All support programs for second victims and their prevention aim for strengthening the resilience of healthcare professionals. The term “resilience” has been significantly shaped by the work of Aaron Antonovsky. He defined the sense of coherence as a prerequisite for resilience that is based on three components: viewing the world as comprehensible, meaningful and manageable. Regarding the SARS-CoV-2 pandemic and drawing on current recommendations by Wu et al. we recently published recommendations for healthcare leadership which take these three above-mentioned components into account [45].

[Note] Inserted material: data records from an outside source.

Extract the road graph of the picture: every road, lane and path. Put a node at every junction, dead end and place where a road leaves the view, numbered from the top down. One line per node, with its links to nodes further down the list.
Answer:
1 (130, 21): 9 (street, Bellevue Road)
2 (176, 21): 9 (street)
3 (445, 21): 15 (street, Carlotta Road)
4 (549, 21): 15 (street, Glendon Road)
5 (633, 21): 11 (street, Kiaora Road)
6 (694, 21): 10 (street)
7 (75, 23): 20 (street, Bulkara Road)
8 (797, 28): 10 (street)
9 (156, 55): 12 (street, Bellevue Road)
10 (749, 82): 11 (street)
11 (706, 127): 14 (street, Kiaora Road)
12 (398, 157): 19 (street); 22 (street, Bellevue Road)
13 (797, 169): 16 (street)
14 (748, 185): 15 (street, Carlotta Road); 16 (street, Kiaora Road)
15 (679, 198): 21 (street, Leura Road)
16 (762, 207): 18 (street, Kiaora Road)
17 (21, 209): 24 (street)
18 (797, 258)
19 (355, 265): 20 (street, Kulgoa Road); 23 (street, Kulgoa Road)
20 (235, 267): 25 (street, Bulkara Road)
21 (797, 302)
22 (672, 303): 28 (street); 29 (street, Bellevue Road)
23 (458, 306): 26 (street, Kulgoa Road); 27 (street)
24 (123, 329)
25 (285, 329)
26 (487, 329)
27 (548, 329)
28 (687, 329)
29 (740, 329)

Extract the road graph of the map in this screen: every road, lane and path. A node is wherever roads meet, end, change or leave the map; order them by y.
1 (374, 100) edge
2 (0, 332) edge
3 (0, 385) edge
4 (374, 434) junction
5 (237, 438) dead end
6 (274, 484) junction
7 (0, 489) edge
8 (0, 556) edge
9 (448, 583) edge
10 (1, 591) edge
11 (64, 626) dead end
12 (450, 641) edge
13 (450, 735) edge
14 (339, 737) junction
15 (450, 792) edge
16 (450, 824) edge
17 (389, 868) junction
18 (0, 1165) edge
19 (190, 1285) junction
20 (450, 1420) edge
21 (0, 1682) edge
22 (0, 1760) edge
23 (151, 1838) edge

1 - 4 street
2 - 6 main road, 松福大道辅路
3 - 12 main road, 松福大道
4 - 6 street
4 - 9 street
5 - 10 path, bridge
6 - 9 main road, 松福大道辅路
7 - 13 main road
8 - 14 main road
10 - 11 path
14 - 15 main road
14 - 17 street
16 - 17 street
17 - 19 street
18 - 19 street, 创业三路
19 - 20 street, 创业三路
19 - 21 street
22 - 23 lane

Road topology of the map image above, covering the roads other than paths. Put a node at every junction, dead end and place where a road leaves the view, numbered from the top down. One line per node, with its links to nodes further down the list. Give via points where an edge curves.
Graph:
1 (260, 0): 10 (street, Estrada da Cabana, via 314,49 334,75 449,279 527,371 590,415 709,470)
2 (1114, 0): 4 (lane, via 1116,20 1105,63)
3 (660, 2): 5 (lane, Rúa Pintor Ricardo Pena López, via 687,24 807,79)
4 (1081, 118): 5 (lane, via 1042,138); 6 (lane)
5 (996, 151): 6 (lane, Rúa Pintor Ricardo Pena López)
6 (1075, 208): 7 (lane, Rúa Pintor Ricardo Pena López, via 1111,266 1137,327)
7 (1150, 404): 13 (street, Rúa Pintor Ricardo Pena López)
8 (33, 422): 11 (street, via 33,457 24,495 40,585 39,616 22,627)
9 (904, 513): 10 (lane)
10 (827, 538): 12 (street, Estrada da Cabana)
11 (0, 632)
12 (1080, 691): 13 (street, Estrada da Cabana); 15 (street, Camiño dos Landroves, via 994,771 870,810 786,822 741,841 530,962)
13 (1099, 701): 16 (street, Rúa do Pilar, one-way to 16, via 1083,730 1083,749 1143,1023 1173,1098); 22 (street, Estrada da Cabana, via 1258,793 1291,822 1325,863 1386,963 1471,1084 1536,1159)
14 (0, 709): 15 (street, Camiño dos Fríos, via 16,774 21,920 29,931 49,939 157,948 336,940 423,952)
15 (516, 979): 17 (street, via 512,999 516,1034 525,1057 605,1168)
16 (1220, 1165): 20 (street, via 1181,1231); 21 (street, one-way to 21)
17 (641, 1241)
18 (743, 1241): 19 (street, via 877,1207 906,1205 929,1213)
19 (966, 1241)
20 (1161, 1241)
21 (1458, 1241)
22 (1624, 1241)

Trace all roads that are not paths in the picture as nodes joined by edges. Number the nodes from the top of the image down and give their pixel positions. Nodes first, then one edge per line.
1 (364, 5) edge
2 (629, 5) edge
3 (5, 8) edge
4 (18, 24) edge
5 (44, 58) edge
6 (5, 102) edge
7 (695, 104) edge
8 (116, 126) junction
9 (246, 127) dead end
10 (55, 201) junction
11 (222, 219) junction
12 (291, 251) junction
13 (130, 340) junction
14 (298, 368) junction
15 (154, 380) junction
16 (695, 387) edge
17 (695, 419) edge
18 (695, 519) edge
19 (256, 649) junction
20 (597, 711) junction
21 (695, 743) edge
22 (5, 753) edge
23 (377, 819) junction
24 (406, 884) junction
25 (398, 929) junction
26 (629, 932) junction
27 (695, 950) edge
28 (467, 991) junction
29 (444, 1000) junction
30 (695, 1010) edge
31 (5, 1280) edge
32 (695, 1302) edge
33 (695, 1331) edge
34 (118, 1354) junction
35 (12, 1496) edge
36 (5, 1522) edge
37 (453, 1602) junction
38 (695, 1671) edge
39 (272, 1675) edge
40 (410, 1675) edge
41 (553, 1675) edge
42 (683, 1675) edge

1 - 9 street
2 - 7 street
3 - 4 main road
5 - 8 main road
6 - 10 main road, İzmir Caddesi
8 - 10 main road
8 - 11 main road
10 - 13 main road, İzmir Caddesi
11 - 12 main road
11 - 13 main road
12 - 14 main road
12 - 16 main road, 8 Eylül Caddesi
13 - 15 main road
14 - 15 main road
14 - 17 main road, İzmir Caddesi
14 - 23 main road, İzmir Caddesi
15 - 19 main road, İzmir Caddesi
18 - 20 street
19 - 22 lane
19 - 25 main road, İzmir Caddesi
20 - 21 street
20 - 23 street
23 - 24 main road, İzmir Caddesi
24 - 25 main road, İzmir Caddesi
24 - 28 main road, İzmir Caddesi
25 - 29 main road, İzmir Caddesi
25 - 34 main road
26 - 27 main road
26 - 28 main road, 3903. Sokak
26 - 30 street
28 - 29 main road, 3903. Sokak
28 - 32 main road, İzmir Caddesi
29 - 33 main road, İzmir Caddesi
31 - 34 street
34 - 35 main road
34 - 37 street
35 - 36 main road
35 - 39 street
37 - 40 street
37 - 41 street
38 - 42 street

Our findings may be limited in several important ways. The cross-sectional design can describe associations but will never link causation. Our sample of young physicians in internal medicine was a convenience sample that is liable to selection bias and thus might lack representativity. More physicians with traumatic incidents in their past could have taken advantage of the survey. More women than expected were among our study participants. Furthermore, investigating only members of one medical society could harbour bias because members could have specific characteristics that might distinguish them from others. Another limitation is the low response rate and the number of dropouts which increased with the duration of the survey (at the last questions around 11%). The fear of potential participants to admit that something went wrong could have negatively influenced the response rate. There is often still a culture of blame in the workplace and fear of recrimination. Furthermore, due to the anonymous conduction of the survey we cannot exclude multiple participations of certain participants. Nevertheless, study characteristics like the response or dropout rates of our electronic survey were among expected limits for such designs. The item “time to full recovery” is difficult to define. Participants might feel that they have fully recovered, but the traumatic incident could still influence their behavior. Additionally, recovery might be a process with ups and downs. Finally, we did not correct for multiple-hypothesis testing. Our analysis is mainly explorative and is supposed to generate hypotheses and a basis for further research in Germany and Europe. Thus, we leave space in drawing the line between statistical significance and clinical relevance to the reader.

Conclusions

This study describes a high prevalence of second victim traumatisations among young physicians in internal medicine in Germany for the first time. Furthermore, characteristics of these traumatisations have been analysed and support strategies have been evaluated. However, this should be the beginning. There is an obvious need for more research in this field in Germany. It would for example be desirable to understand which environmental conditions and which personality characteristics facilitate traumatisations and lead to worse outcomes. This might help to tailor primary prevention measures and support programs. Establishing nationwide effective support structures for our patients, colleagues and ourselves is our social, ethical and organisational responsibility.